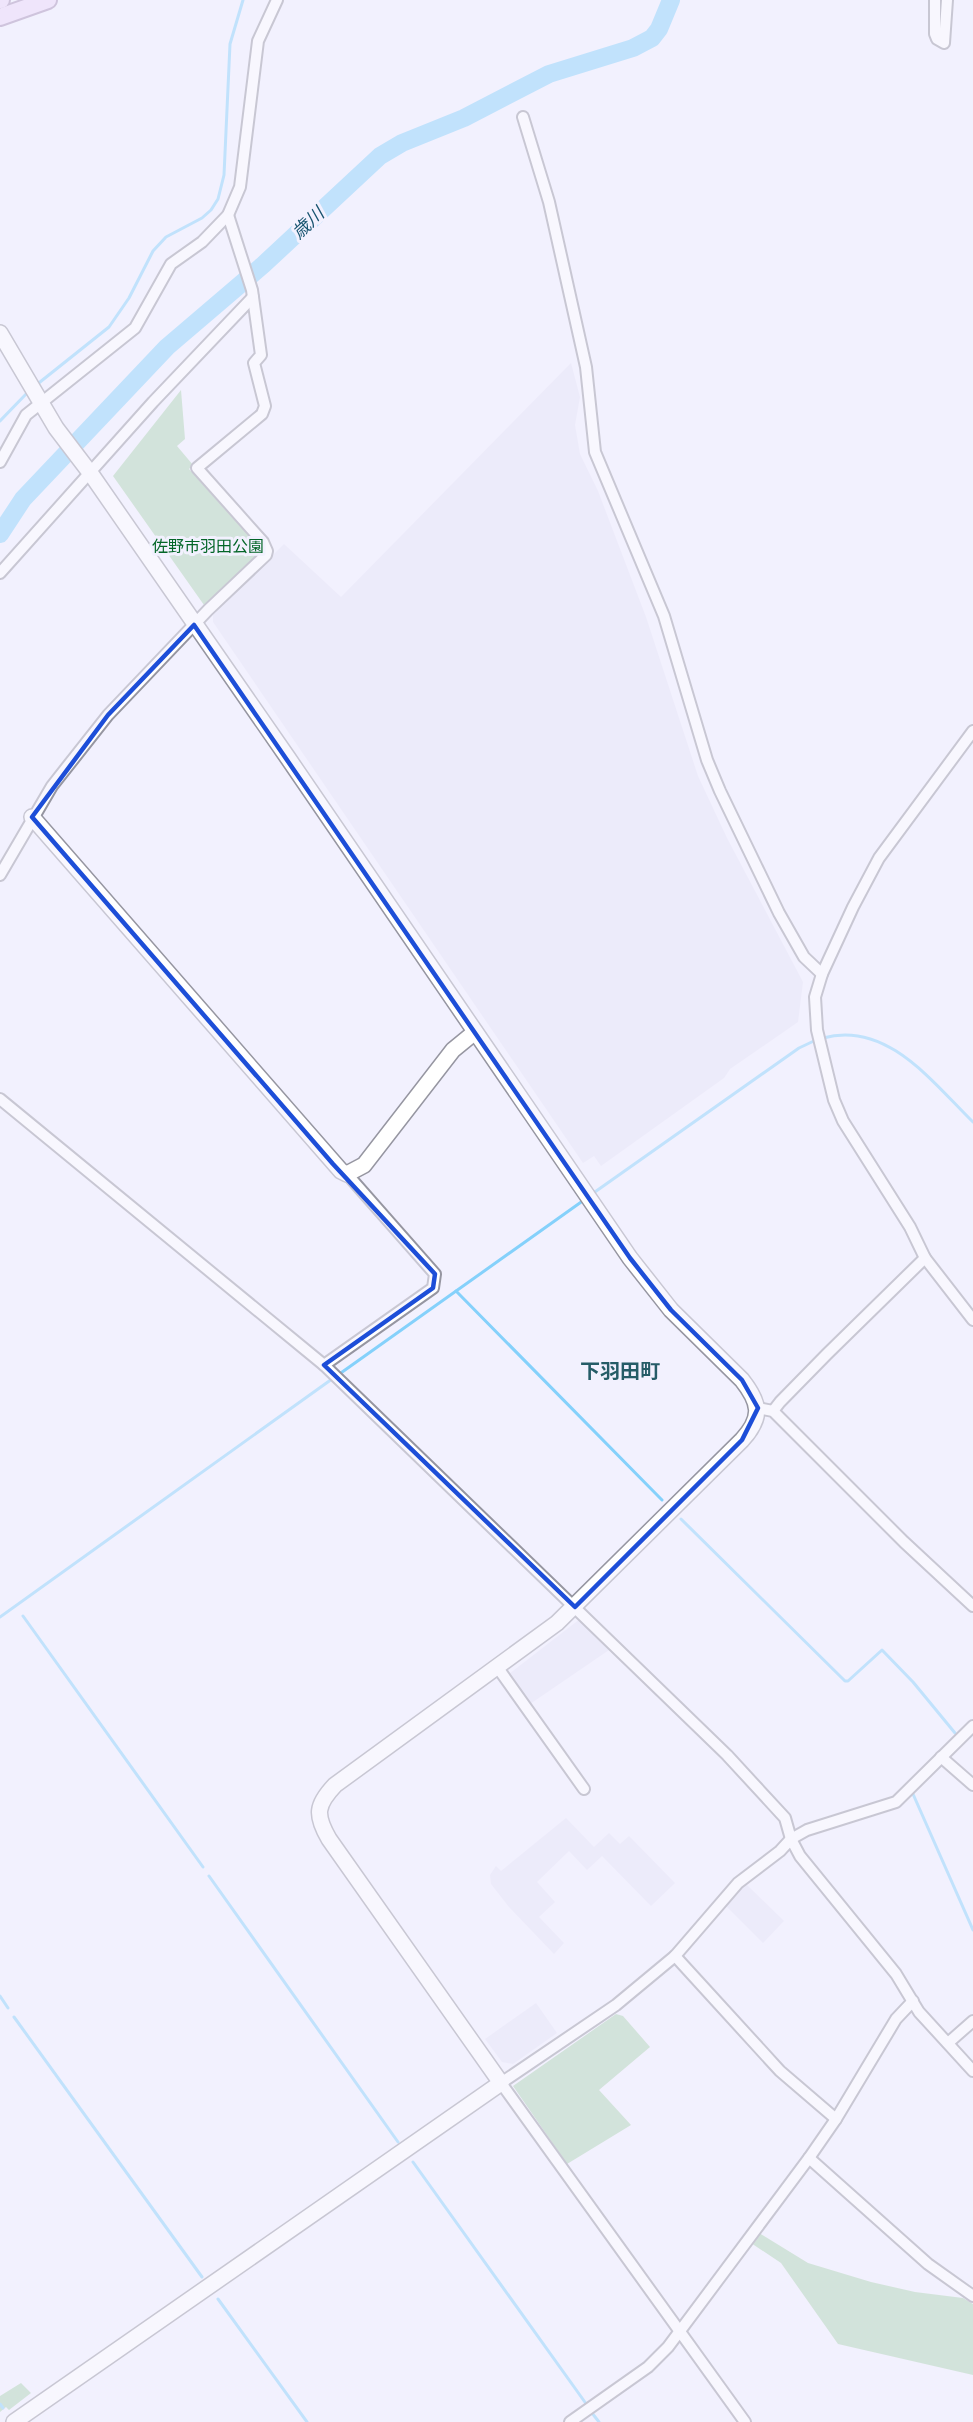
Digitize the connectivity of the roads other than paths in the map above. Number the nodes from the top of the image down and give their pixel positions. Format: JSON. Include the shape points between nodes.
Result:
{"nodes":[{"id":1,"x":48,"y":0,"type":"edge"},
{"id":2,"x":277,"y":0,"type":"edge"},
{"id":3,"x":935,"y":0,"type":"edge"},
{"id":4,"x":947,"y":0,"type":"edge"},
{"id":5,"x":0,"y":17,"type":"edge"},
{"id":6,"x":523,"y":117,"type":"dead end"},
{"id":7,"x":228,"y":215,"type":"junction"},
{"id":8,"x":252,"y":293,"type":"junction"},
{"id":9,"x":0,"y":333,"type":"edge"},
{"id":10,"x":40,"y":405,"type":"junction"},
{"id":11,"x":0,"y":462,"type":"edge"},
{"id":12,"x":89,"y":472,"type":"junction"},
{"id":13,"x":0,"y":573,"type":"edge"},
{"id":14,"x":194,"y":625,"type":"junction"},
{"id":15,"x":973,"y":731,"type":"edge"},
{"id":16,"x":32,"y":817,"type":"junction"},
{"id":17,"x":0,"y":875,"type":"edge"},
{"id":18,"x":822,"y":974,"type":"junction"},
{"id":19,"x":475,"y":1032,"type":"junction"},
{"id":20,"x":0,"y":1099,"type":"edge"},
{"id":21,"x":347,"y":1174,"type":"junction"},
{"id":22,"x":925,"y":1258,"type":"junction"},
{"id":23,"x":973,"y":1319,"type":"edge"},
{"id":24,"x":332,"y":1373,"type":"junction"},
{"id":25,"x":758,"y":1408,"type":"junction"},
{"id":26,"x":773,"y":1412,"type":"junction"},
{"id":27,"x":973,"y":1606,"type":"edge"},
{"id":28,"x":575,"y":1607,"type":"junction"},
{"id":29,"x":498,"y":1668,"type":"junction"},
{"id":30,"x":973,"y":1726,"type":"edge"},
{"id":31,"x":941,"y":1757,"type":"junction"},
{"id":32,"x":973,"y":1785,"type":"edge"},
{"id":33,"x":584,"y":1789,"type":"dead end"},
{"id":34,"x":791,"y":1839,"type":"junction"},
{"id":35,"x":675,"y":1956,"type":"junction"},
{"id":36,"x":912,"y":2001,"type":"junction"},
{"id":37,"x":973,"y":2021,"type":"edge"},
{"id":38,"x":948,"y":2043,"type":"junction"},
{"id":39,"x":973,"y":2072,"type":"edge"},
{"id":40,"x":501,"y":2083,"type":"junction"},
{"id":41,"x":836,"y":2119,"type":"junction"},
{"id":42,"x":809,"y":2158,"type":"junction"},
{"id":43,"x":973,"y":2296,"type":"edge"},
{"id":44,"x":681,"y":2330,"type":"junction"},
{"id":45,"x":14,"y":2422,"type":"edge"},
{"id":46,"x":570,"y":2422,"type":"edge"},
{"id":47,"x":746,"y":2422,"type":"edge"}],
"edges":[{"from":1,"to":5,"type":"main road"},
{"from":2,"to":7,"type":"street","via":[[258,41],[240,187]]},
{"from":3,"to":4,"type":"street","via":[[934,34],[944,43]]},
{"from":6,"to":18,"type":"street","via":[[549,202],[586,367],[596,452],[665,619],[720,791],[779,914],[804,957]]},
{"from":7,"to":8,"type":"street"},
{"from":7,"to":10,"type":"street","via":[[202,242],[171,264],[135,328]]},
{"from":8,"to":12,"type":"street"},
{"from":8,"to":14,"type":"street","via":[[261,356],[254,363],[265,406],[262,414],[197,468],[267,551]]},
{"from":9,"to":10,"type":"street"},
{"from":10,"to":11,"type":"street","via":[[26,415]]},
{"from":10,"to":12,"type":"street"},
{"from":12,"to":13,"type":"street"},
{"from":12,"to":14,"type":"street"},
{"from":14,"to":16,"type":"street","via":[[108,716]]},
{"from":14,"to":19,"type":"street"},
{"from":15,"to":18,"type":"street","via":[[879,858]]},
{"from":16,"to":17,"type":"street"},
{"from":16,"to":21,"type":"street","via":[[333,1164]]},
{"from":18,"to":22,"type":"street","via":[[815,997],[817,1030],[834,1100]]},
{"from":19,"to":21,"type":"street","via":[[453,1050],[364,1165]]},
{"from":19,"to":25,"type":"street","via":[[661,1299],[742,1380]]},
{"from":20,"to":24,"type":"street"},
{"from":21,"to":24,"type":"street","via":[[435,1274],[433,1288]]},
{"from":22,"to":23,"type":"street"},
{"from":22,"to":26,"type":"street"},
{"from":24,"to":28,"type":"street"},
{"from":25,"to":26,"type":"street"},
{"from":25,"to":28,"type":"street","via":[[756,1419],[742,1440]]},
{"from":26,"to":27,"type":"street"},
{"from":28,"to":29,"type":"street"},
{"from":28,"to":34,"type":"street","via":[[727,1755],[785,1818]]},
{"from":29,"to":33,"type":"street"},
{"from":29,"to":40,"type":"street","via":[[335,1785],[319,1808],[320,1824],[329,1839]]},
{"from":30,"to":31,"type":"street"},
{"from":31,"to":32,"type":"street"},
{"from":31,"to":34,"type":"street","via":[[896,1802],[807,1830]]},
{"from":34,"to":35,"type":"street","via":[[738,1883]]},
{"from":34,"to":36,"type":"street","via":[[800,1856],[889,1965]]},
{"from":35,"to":40,"type":"street","via":[[616,2005]]},
{"from":35,"to":41,"type":"street","via":[[780,2071]]},
{"from":36,"to":38,"type":"street"},
{"from":36,"to":41,"type":"street","via":[[896,2019]]},
{"from":37,"to":38,"type":"street"},
{"from":38,"to":39,"type":"street"},
{"from":40,"to":44,"type":"street"},
{"from":40,"to":45,"type":"street"},
{"from":41,"to":42,"type":"street"},
{"from":42,"to":43,"type":"street","via":[[928,2264]]},
{"from":42,"to":44,"type":"street"},
{"from":44,"to":46,"type":"street","via":[[648,2367]]},
{"from":44,"to":47,"type":"street"}]}
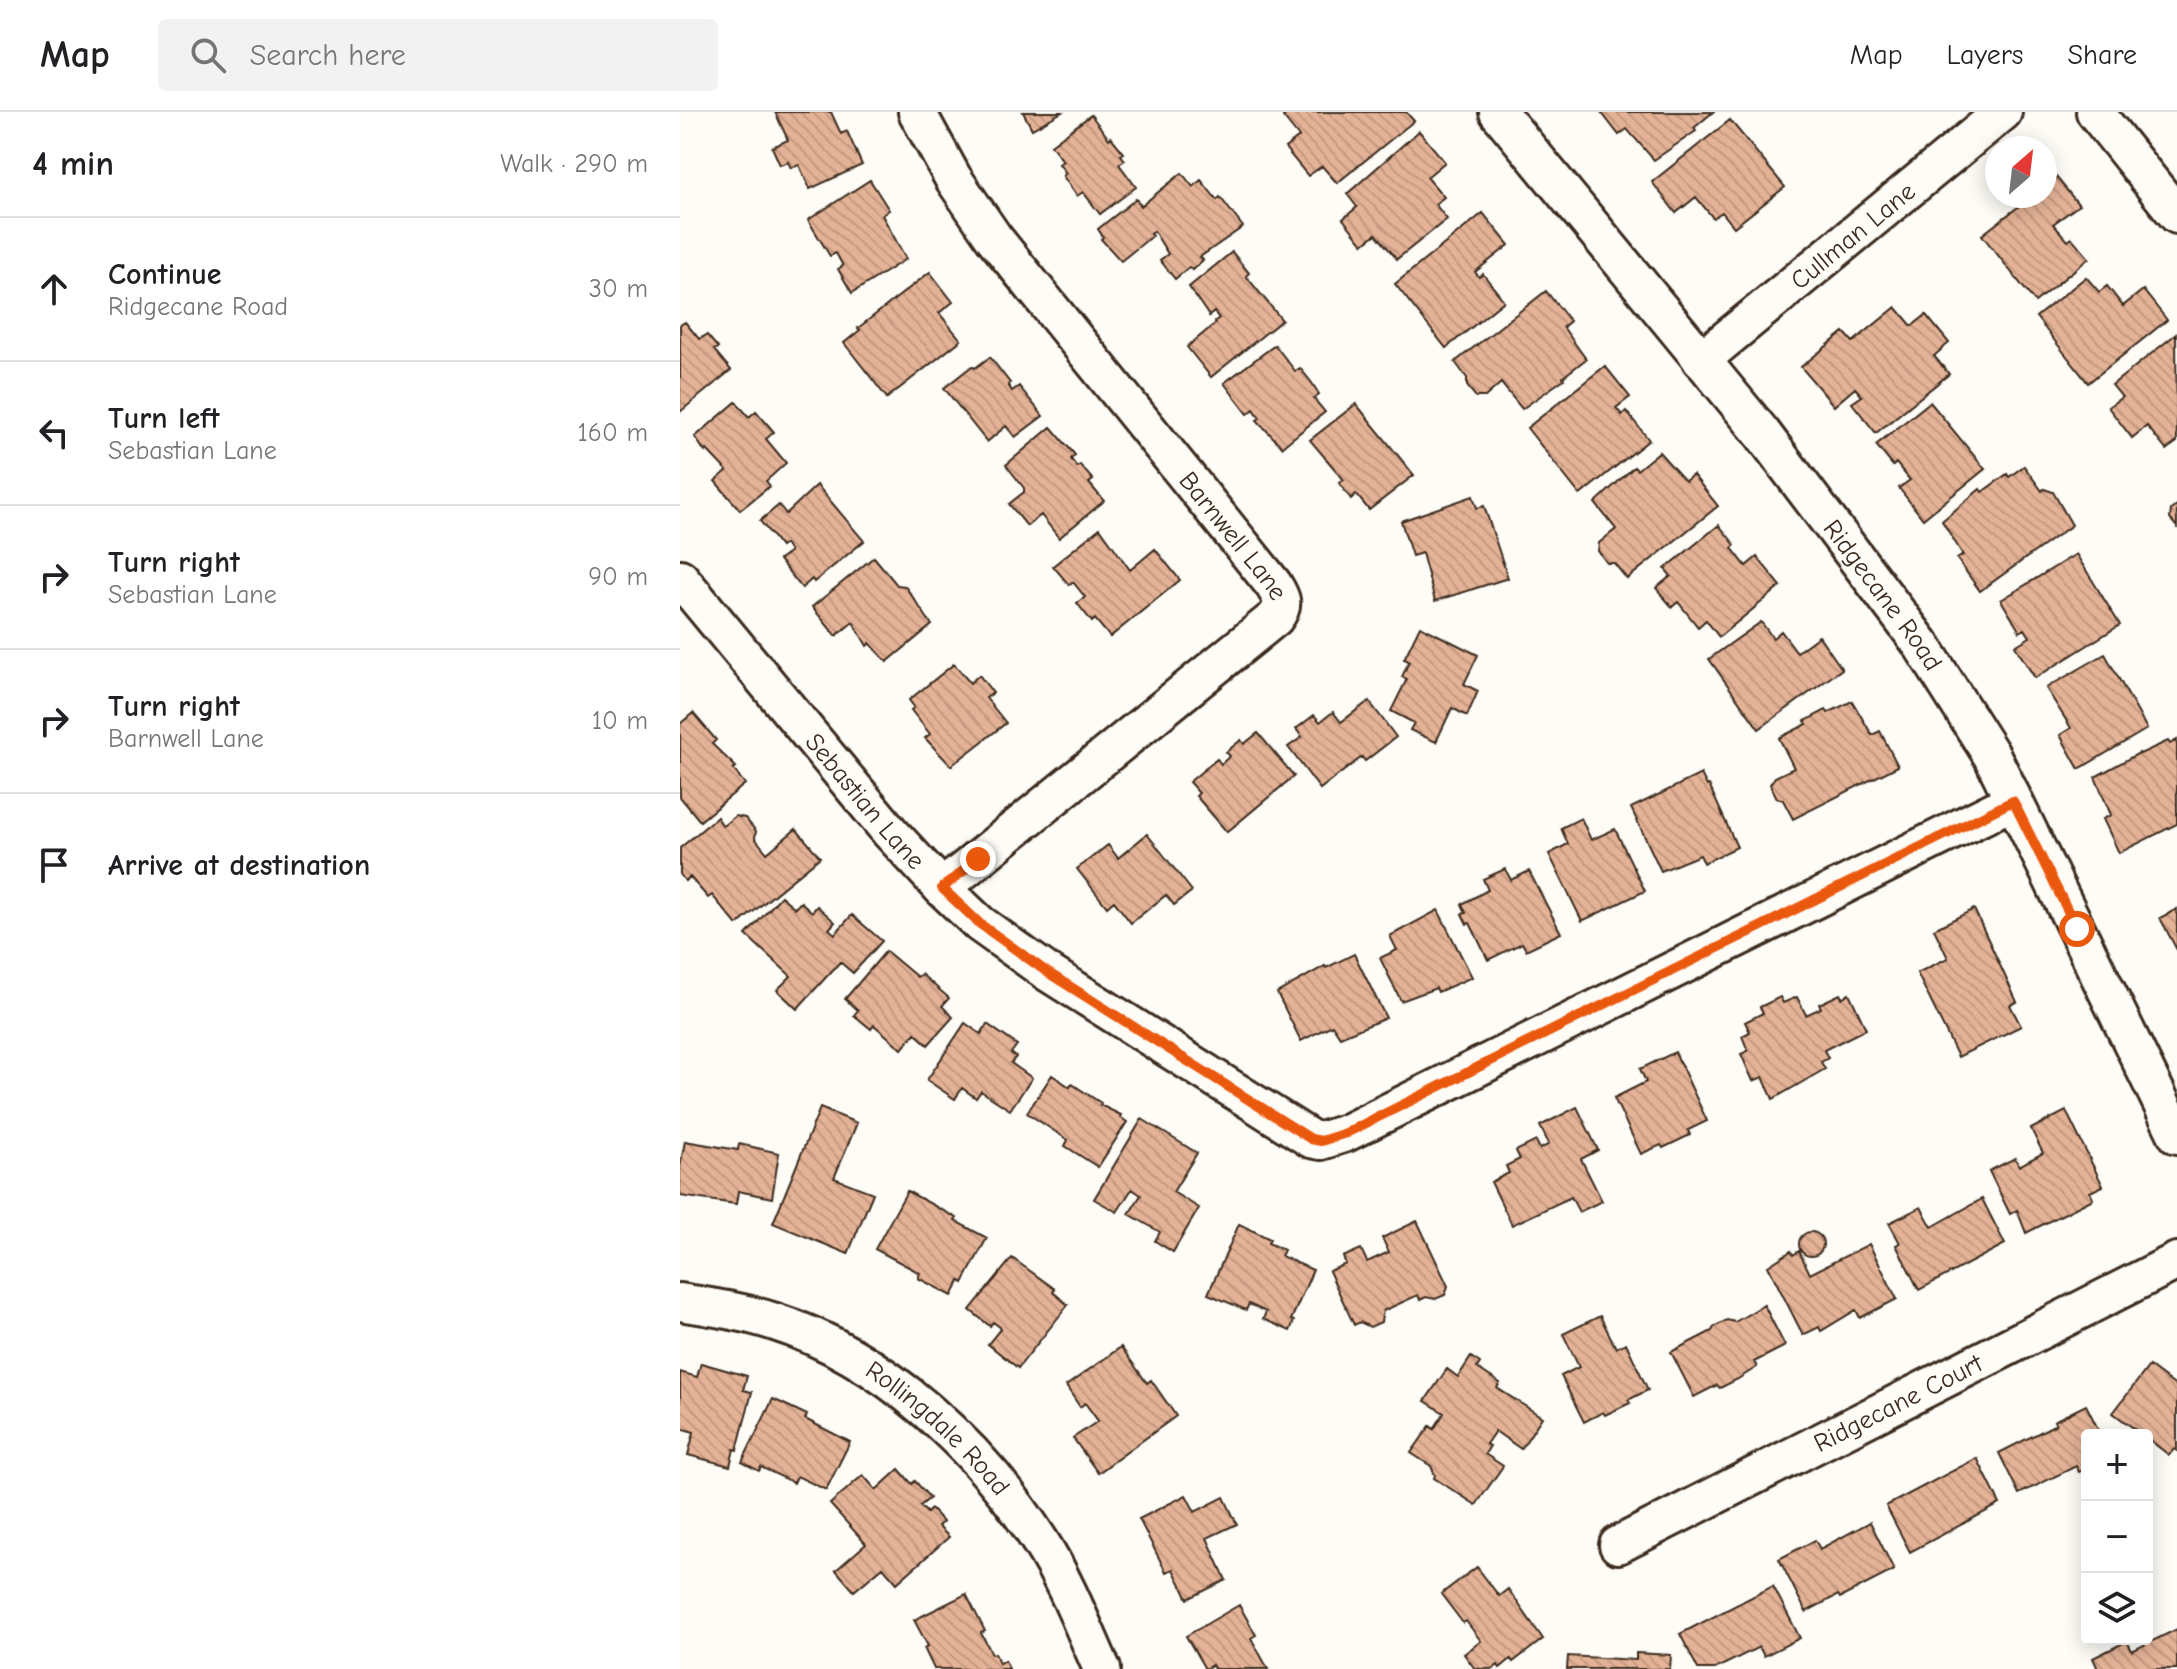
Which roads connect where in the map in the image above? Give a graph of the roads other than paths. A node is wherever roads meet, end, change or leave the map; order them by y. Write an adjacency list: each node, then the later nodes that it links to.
1 (917, 112): 9 (street, Barnwell Lane)
2 (1498, 112): 6 (street, Ridgecane Road)
3 (2003, 112): 6 (street, Cullman Lane)
4 (2095, 112): 5 (street)
5 (2177, 215)
6 (1701, 360): 8 (street, Ridgecane Road)
7 (680, 578): 9 (street, Sebastian Lane)
8 (2013, 801): 9 (street, Sebastian Lane); 10 (street, Ridgecane Road)
9 (942, 888)
10 (2177, 1135)
11 (2177, 1261): 13 (street, Ridgecane Court)
12 (680, 1302): 14 (street, Rollingdale Road)
13 (1618, 1545)
14 (1102, 1669)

- **Task brief**
Could you output exactly the lines from the one containing "Which roads connect" to the end of the entries above, both included, and no others?

- **Response box**
Which roads connect where in the map in the image above? Give a graph of the roads other than paths. A node is wherever roads meet, end, change or leave the map; order them by y. Write an adjacency list: each node, then the later nodes that it links to.
1 (917, 112): 9 (street, Barnwell Lane)
2 (1498, 112): 6 (street, Ridgecane Road)
3 (2003, 112): 6 (street, Cullman Lane)
4 (2095, 112): 5 (street)
5 (2177, 215)
6 (1701, 360): 8 (street, Ridgecane Road)
7 (680, 578): 9 (street, Sebastian Lane)
8 (2013, 801): 9 (street, Sebastian Lane); 10 (street, Ridgecane Road)
9 (942, 888)
10 (2177, 1135)
11 (2177, 1261): 13 (street, Ridgecane Court)
12 (680, 1302): 14 (street, Rollingdale Road)
13 (1618, 1545)
14 (1102, 1669)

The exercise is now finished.